━━━ SOURCE MATERIAL ━━━

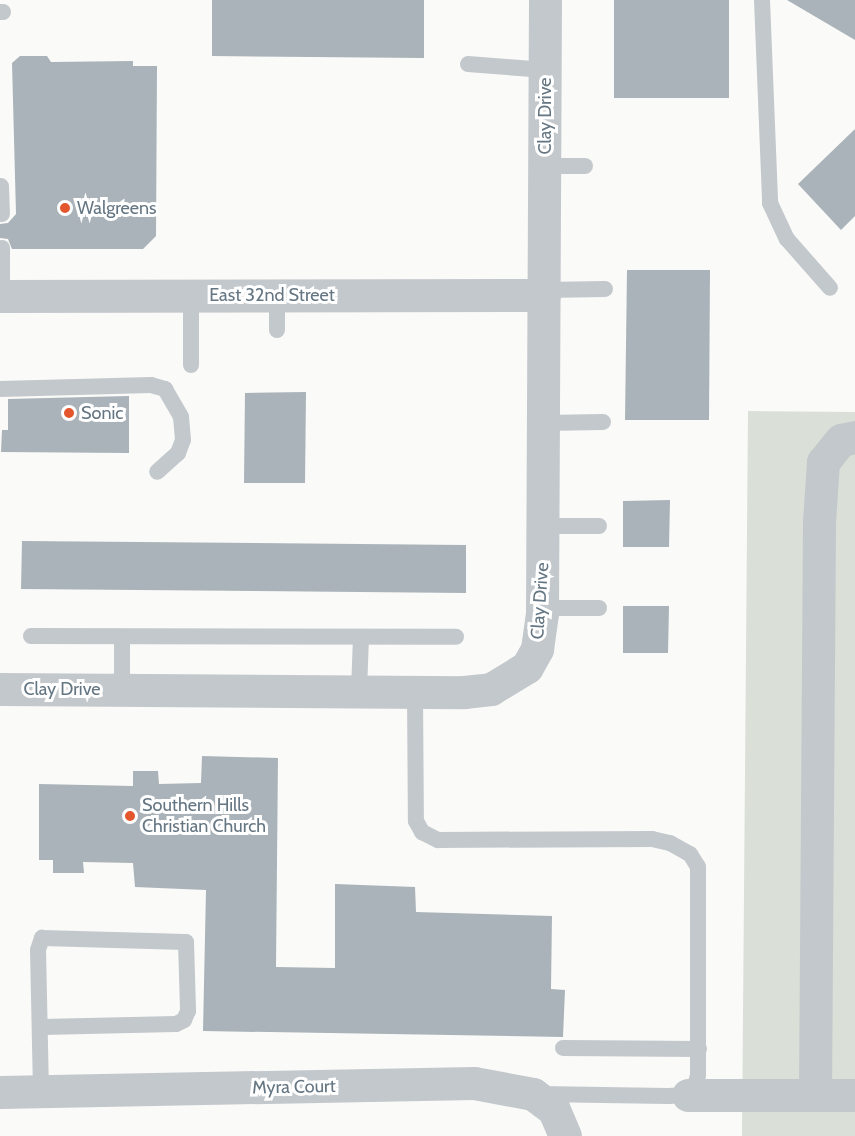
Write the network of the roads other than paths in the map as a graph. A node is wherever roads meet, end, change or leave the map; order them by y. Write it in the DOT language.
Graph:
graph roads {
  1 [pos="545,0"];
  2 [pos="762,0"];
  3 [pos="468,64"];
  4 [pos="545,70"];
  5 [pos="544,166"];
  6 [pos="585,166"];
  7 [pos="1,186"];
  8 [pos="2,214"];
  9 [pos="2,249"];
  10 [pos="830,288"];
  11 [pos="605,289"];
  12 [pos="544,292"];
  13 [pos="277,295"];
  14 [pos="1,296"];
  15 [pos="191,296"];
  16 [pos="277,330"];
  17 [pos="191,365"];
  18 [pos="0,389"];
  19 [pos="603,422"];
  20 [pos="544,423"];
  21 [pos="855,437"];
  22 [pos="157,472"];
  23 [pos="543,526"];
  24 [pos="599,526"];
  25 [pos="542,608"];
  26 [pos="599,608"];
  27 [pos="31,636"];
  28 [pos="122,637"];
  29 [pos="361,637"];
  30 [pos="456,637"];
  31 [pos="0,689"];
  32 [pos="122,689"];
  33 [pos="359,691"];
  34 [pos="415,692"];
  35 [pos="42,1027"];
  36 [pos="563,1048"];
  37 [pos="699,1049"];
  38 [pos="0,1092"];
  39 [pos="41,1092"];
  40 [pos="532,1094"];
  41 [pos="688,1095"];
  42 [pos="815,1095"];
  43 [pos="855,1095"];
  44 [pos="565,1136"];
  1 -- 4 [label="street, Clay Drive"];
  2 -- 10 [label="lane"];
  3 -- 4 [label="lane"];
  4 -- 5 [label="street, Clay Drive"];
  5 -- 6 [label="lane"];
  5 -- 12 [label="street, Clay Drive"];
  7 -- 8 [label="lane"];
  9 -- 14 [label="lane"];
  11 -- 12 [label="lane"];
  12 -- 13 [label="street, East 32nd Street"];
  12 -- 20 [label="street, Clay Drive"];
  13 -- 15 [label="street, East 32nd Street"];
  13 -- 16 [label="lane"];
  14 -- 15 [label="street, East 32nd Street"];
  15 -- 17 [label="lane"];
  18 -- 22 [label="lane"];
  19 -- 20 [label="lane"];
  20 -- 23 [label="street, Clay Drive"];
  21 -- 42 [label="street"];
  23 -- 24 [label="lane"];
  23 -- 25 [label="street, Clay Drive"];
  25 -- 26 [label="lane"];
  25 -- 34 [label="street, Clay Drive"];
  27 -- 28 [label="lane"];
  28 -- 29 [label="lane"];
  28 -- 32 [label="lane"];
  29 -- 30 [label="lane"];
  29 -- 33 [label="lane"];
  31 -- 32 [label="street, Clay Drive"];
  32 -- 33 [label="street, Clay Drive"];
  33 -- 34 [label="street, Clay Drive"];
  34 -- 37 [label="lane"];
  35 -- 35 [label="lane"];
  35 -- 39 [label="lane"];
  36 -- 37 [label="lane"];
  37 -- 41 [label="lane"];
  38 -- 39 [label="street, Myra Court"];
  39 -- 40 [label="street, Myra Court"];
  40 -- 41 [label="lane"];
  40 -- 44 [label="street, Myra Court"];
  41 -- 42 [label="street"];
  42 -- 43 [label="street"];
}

━━━
━━━ SOURCE MATERIAL ━━━

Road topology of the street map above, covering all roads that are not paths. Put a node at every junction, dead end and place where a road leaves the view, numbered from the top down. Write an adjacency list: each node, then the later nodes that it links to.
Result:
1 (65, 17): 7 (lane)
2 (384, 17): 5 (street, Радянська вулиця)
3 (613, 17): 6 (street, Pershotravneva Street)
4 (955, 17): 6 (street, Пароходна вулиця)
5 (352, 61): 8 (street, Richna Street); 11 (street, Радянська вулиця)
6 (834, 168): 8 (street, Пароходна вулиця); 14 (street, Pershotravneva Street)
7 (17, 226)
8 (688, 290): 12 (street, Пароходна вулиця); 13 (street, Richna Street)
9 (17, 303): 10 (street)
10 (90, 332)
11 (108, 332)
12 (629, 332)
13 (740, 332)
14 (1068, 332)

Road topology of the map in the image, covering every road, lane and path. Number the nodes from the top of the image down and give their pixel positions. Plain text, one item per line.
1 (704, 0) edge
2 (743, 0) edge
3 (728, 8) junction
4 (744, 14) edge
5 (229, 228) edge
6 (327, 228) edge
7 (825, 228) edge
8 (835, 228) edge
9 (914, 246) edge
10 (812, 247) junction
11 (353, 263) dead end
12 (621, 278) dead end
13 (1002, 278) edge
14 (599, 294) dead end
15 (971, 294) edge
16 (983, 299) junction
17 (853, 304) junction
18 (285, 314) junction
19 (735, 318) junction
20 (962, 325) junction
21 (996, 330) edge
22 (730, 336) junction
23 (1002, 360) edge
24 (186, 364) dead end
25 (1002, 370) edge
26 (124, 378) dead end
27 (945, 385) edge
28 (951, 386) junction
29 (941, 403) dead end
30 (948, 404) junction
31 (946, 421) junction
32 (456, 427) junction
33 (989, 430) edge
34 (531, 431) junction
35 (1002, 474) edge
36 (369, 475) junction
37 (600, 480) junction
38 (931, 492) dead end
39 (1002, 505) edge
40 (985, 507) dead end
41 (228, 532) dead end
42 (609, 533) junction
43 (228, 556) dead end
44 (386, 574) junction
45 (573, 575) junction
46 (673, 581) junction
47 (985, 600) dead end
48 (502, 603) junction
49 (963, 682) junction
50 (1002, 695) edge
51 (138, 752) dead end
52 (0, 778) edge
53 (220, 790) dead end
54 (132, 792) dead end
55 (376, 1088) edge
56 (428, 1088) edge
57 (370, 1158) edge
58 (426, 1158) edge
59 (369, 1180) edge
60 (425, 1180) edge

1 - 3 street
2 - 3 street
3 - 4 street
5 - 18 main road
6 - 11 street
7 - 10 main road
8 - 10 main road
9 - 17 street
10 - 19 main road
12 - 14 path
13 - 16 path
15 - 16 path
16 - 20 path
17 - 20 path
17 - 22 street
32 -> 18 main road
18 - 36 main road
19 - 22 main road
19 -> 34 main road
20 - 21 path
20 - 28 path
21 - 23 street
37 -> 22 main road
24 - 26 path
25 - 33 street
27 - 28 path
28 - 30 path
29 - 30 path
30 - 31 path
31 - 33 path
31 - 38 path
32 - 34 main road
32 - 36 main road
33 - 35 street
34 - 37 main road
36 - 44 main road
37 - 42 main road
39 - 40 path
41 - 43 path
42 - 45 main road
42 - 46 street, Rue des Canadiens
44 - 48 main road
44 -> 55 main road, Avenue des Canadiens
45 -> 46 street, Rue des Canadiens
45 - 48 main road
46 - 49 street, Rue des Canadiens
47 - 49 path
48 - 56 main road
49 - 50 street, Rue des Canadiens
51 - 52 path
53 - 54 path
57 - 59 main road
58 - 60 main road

━━━
━━━ SOURCE MATERIAL ━━━

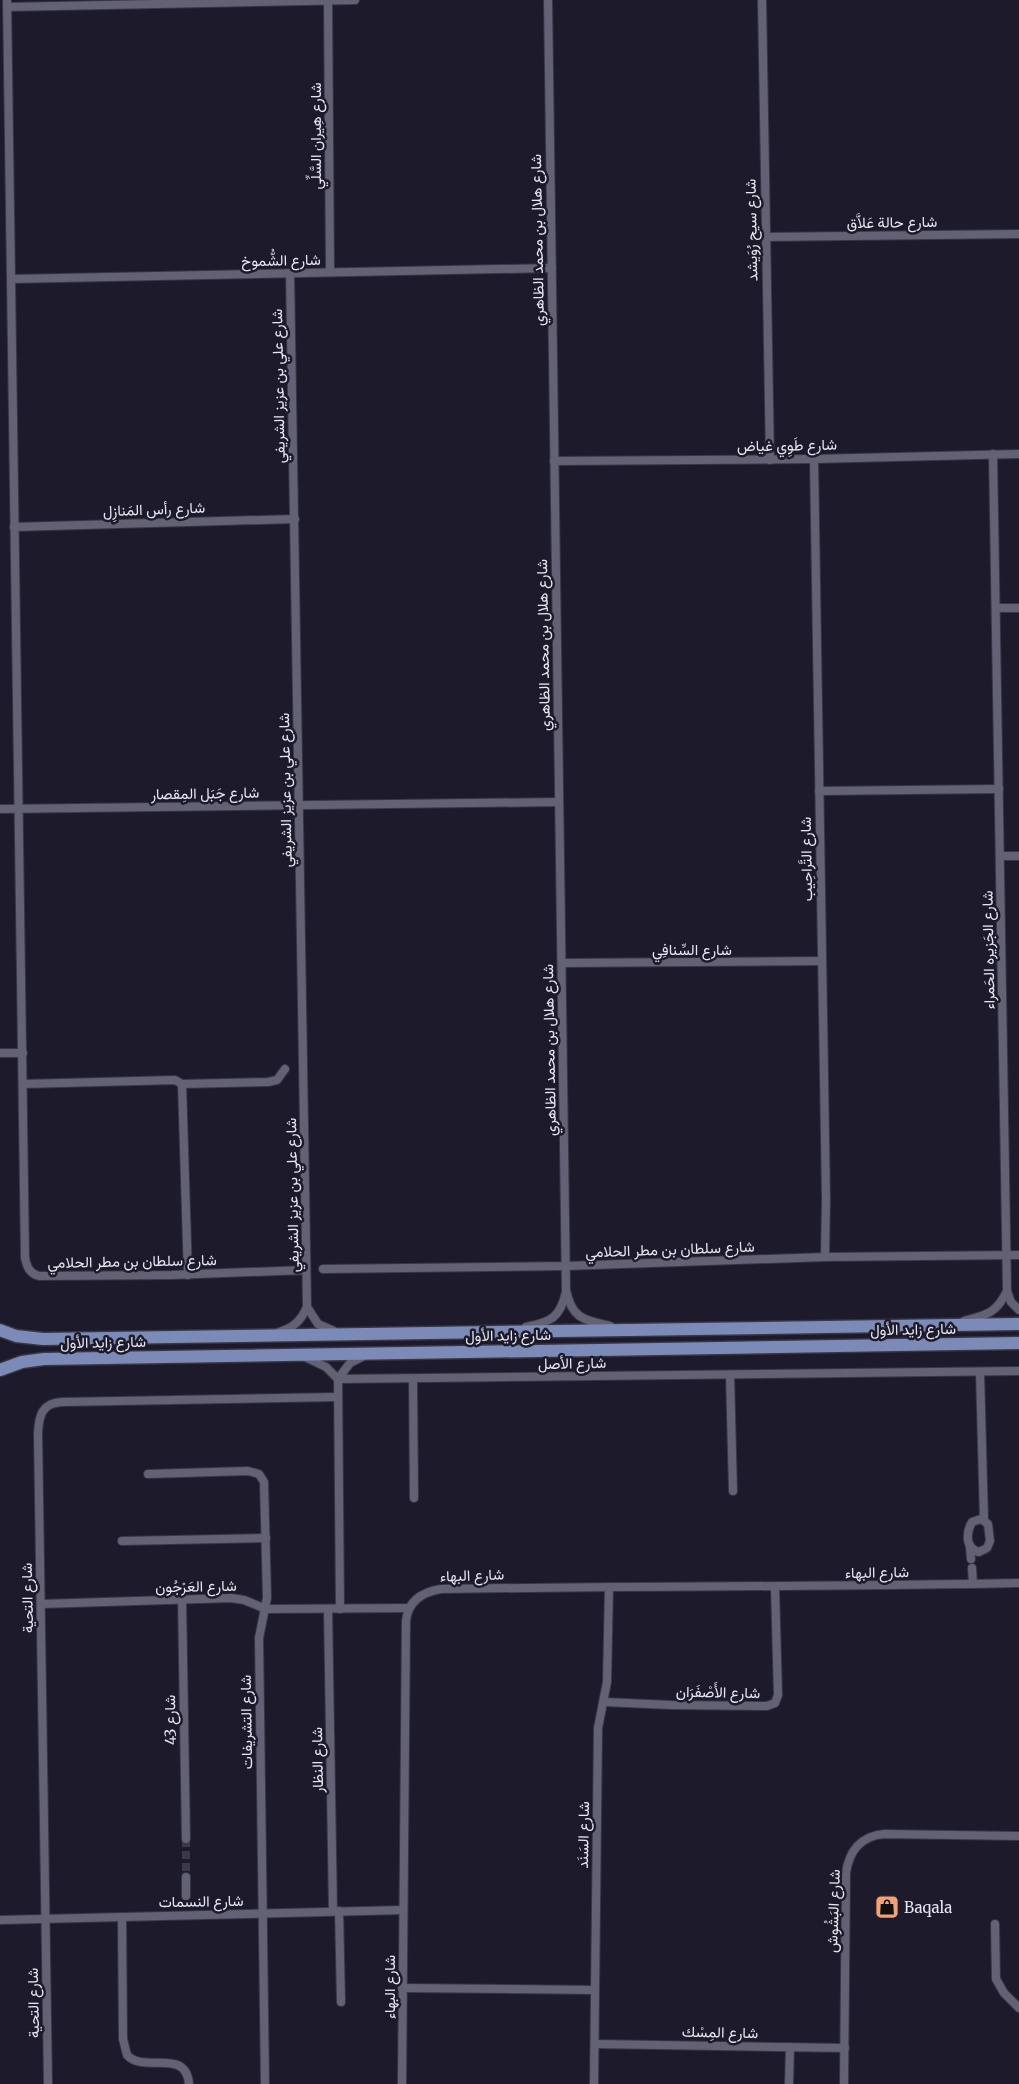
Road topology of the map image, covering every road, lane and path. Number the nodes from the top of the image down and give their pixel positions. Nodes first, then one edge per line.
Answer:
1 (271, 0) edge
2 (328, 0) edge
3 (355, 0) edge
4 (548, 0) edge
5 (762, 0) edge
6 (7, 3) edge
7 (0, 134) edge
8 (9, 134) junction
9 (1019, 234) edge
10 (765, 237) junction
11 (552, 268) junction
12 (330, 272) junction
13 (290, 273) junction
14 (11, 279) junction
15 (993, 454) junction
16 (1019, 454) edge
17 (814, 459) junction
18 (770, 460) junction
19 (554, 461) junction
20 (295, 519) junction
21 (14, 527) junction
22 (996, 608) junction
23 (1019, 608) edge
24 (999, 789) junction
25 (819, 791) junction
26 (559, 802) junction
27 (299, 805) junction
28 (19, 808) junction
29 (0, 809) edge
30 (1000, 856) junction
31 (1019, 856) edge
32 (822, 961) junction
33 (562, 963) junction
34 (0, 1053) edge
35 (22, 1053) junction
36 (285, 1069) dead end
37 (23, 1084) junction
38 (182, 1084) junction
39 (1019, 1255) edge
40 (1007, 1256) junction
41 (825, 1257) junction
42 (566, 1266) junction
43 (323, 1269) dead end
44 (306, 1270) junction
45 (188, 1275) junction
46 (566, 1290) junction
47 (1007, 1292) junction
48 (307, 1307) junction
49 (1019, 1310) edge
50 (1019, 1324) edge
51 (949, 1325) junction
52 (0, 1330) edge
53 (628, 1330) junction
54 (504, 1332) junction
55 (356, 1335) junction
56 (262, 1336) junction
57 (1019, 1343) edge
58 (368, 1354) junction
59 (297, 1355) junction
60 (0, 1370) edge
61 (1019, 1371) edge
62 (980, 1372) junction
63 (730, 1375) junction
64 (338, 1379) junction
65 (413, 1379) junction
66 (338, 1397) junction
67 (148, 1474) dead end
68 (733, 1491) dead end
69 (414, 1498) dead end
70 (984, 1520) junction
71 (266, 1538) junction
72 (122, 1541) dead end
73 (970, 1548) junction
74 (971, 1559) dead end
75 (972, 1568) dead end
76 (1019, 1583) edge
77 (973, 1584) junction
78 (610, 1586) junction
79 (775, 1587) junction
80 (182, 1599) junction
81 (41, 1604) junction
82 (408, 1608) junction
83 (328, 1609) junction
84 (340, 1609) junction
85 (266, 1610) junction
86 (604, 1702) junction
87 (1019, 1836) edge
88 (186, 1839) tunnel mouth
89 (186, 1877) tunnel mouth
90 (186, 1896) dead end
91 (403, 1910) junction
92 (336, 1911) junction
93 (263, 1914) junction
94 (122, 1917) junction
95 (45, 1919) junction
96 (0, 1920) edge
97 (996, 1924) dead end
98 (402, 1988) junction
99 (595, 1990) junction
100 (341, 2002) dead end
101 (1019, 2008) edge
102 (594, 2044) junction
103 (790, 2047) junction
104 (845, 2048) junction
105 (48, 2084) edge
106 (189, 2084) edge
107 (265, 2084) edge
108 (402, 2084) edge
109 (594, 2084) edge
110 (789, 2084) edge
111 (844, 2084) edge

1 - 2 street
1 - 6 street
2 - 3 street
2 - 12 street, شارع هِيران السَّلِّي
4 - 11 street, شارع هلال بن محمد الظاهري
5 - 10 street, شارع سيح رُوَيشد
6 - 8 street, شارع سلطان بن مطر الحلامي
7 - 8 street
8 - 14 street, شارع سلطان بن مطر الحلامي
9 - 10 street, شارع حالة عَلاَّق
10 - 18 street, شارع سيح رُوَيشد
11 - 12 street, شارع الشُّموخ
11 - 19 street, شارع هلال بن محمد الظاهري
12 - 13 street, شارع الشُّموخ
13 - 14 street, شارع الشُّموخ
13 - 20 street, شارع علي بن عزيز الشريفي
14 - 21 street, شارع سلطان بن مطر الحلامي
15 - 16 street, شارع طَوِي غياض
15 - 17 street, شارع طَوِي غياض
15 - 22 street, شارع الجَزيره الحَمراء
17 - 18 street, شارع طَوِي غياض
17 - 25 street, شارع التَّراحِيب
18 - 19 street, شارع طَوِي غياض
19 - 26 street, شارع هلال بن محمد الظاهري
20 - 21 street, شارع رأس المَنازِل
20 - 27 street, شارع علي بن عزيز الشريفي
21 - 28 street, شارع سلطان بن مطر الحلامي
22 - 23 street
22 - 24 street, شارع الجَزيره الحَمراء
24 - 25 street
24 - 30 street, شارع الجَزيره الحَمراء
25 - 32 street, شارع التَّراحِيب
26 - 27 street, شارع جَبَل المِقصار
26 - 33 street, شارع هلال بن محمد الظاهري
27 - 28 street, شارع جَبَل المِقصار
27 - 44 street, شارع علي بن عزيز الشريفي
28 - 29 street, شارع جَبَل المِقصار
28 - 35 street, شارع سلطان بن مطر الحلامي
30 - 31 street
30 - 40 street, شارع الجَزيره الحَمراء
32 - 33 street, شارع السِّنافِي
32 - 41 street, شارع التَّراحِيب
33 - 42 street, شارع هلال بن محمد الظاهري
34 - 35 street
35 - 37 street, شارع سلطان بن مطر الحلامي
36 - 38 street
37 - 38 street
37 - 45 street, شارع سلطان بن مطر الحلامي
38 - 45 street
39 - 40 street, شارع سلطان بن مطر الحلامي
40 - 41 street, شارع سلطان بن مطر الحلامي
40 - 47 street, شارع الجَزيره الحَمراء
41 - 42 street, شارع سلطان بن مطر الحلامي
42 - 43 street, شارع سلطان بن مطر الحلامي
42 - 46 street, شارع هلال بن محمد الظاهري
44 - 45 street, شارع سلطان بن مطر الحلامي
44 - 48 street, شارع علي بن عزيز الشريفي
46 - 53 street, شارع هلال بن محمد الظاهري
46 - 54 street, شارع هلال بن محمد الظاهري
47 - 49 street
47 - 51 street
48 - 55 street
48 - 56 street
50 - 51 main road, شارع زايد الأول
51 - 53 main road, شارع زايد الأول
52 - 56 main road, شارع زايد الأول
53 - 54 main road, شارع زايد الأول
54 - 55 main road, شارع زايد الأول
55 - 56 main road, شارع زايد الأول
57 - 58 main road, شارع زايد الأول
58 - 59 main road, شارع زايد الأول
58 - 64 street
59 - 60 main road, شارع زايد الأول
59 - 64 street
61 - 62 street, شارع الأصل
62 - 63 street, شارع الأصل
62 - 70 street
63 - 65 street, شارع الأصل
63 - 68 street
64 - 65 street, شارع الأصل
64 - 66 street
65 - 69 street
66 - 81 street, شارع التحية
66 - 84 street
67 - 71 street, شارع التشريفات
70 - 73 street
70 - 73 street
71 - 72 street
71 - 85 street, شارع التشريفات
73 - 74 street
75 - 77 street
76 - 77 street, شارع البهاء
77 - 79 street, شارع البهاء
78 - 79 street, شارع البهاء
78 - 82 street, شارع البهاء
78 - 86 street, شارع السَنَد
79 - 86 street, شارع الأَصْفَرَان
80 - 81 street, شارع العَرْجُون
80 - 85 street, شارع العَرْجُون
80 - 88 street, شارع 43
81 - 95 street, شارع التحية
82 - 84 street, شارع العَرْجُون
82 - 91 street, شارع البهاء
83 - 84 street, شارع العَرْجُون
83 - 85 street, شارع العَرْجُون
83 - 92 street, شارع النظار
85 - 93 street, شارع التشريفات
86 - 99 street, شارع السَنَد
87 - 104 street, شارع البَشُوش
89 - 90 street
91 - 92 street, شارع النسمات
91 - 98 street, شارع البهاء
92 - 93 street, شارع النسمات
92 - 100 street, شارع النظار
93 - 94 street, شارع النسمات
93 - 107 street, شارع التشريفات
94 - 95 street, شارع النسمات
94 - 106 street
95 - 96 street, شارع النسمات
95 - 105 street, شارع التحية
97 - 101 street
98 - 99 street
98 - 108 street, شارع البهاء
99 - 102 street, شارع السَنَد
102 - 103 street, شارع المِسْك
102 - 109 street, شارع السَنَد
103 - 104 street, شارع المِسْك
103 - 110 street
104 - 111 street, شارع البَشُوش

━━━

Scan the data above for the word "هلال". Copy every line in which it is found.

4 - 11 street, شارع هلال بن محمد الظاهري
11 - 19 street, شارع هلال بن محمد الظاهري
19 - 26 street, شارع هلال بن محمد الظاهري
26 - 33 street, شارع هلال بن محمد الظاهري
33 - 42 street, شارع هلال بن محمد الظاهري
42 - 46 street, شارع هلال بن محمد الظاهري
46 - 53 street, شارع هلال بن محمد الظاهري
46 - 54 street, شارع هلال بن محمد الظاهري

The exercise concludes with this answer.